Collected data

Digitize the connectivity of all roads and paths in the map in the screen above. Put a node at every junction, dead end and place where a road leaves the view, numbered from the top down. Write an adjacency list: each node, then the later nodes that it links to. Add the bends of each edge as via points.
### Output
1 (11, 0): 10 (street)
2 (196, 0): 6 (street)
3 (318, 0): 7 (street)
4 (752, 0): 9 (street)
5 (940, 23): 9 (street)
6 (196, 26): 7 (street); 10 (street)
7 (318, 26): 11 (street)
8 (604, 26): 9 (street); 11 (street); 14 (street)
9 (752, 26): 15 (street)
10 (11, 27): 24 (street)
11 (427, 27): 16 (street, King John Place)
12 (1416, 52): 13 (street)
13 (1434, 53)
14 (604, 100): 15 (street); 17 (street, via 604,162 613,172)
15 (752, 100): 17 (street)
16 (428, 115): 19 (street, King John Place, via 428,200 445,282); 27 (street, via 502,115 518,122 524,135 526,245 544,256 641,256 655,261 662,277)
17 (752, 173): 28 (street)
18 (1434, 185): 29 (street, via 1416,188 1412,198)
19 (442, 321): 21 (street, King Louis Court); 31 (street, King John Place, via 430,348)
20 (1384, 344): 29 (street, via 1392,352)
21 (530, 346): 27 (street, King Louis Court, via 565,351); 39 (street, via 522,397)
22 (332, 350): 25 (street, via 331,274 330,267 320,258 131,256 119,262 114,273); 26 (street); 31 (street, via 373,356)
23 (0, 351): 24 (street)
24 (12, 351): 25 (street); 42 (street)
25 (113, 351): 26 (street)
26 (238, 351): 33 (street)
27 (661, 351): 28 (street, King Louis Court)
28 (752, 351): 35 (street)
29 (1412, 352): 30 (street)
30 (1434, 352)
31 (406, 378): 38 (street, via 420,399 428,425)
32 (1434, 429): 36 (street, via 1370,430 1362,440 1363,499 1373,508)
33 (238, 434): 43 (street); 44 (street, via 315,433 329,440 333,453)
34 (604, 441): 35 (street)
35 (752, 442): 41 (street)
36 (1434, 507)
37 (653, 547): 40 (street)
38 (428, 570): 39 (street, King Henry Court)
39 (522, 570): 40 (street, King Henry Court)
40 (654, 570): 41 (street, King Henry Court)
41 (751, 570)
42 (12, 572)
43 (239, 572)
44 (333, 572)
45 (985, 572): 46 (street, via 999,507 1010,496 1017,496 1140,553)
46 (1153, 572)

** What is expected **
From the data, list each line in which the string "Louis" appears.

** Expected output **
19 (442, 321): 21 (street, King Louis Court); 31 (street, King John Place, via 430,348)
21 (530, 346): 27 (street, King Louis Court, via 565,351); 39 (street, via 522,397)
27 (661, 351): 28 (street, King Louis Court)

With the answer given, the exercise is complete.